Mario Cantalapiedra – Economista

Déficit público y deuda pública son dos términos íntimamente relacionados pero que no son lo mismo, a pesar de que muchas veces se llegan a confundir. El déficit público hace referencia al exceso de gastos sobre ingresos de las administraciones públicas durante un período concreto, luego estamos hablando de cuenta de resultados pública. La cifra global en España, a su vez se divide en cuatro: el déficit de la Administración Central, el de las comunidades autónomas, el de las corporaciones locales y el de la Seguridad Social. El dato del déficit público en términos absolutos tiene relativa importancia, de ahí que suela expresarse como un porcentaje del Producto Interior Bruto (PIB), para poder compararlo entre países o en un mismo país a lo largo del tiempo. Por ejemplo, los países de la zona euro tienen acordado un objetivo de déficit público máximo del 3% del PIB. Precisamente la Comisión Europea acaba de ampliar en dos años, de 2014 a 2016, el plazo concedido a España para situar su déficit público por debajo de ese límite, oportunidad histórica que tiene el Gobierno de Rajoy para tratar de equilibrar nuestra cuenta de resultados pública. En 2012 España cerró su déficit público en el 10,6% del PIB, el porcentaje más elevado de toda la Unión Europea.

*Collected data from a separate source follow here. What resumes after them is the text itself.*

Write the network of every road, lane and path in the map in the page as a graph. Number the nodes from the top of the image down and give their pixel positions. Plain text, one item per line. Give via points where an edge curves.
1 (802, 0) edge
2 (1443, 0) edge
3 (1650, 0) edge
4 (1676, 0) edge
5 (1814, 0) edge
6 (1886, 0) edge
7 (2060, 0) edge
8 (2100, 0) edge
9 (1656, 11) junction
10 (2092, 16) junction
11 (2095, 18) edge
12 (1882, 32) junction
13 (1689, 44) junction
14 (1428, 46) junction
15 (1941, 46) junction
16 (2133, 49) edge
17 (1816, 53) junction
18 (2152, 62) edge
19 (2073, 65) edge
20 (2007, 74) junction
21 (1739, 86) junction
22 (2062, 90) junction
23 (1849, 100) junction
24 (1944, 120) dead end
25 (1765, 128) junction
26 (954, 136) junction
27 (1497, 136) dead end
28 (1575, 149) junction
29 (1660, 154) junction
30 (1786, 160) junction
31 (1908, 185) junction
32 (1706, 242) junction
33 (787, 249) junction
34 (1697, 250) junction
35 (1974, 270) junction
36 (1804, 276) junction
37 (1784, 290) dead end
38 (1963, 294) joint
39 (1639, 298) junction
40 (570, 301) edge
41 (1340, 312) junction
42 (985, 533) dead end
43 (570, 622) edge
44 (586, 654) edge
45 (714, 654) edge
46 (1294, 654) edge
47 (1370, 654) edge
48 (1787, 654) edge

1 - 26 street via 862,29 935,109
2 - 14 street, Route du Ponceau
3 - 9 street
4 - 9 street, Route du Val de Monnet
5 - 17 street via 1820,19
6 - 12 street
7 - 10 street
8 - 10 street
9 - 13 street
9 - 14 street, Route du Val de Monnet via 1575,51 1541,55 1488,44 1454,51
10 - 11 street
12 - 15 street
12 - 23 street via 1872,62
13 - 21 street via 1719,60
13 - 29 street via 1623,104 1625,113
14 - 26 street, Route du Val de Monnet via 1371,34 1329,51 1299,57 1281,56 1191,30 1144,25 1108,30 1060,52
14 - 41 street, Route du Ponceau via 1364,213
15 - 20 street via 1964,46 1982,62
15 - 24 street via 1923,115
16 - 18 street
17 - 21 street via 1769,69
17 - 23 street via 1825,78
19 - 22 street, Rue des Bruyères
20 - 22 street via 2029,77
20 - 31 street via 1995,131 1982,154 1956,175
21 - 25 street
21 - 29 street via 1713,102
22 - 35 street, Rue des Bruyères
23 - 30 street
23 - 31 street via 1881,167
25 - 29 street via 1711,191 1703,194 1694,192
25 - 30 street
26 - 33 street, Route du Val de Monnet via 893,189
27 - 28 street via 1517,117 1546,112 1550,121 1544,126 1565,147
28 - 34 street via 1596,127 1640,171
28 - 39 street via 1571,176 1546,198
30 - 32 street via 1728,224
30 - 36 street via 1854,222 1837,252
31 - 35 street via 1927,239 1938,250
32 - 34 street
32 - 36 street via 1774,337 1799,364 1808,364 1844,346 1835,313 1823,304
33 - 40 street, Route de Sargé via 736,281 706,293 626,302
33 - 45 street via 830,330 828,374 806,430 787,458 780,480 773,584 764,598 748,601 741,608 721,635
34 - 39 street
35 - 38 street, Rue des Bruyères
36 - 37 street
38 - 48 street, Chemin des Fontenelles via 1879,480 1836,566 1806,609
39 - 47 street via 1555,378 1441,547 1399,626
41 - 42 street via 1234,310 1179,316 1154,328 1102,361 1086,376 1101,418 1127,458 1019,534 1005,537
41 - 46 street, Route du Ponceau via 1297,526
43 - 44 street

Por su parte, la deuda pública se refiere al conjunto de pasivos financieros que un Estado y el conjunto de las administraciones públicas que lo integran (comunidades autónomas, diputaciones provinciales, ayuntamientos, etcétera) tienen con terceros con el fin de financiar sus actividades, luego nos referimos ahora a cifras de balance público. Esta deuda pública se emite en forma de letras del Tesoro, bonos u obligaciones del Estado. Al igual que en el caso del déficit, la deuda pública suele expresarse referida al PIB, siendo el objetivo europeo que el ratio de deuda pública no supere el 60% del PIB. Según datos del Banco de España, a finales de marzo de 2013 nuestro ratio de deuda pública se sitúa en el 87,8% del PIB.

Por tanto, la relación entre uno y otro elemento viene porque el exceso de gasto público sobre ingreso, es decir, el déficit, ha de financiarse mediante la emisión de deuda pública. El problema es que al emitir deuda pública se han de pagar intereses a los inversores que la compran; intereses que son nuevo gasto y que hacen que el déficit público siga aumentando.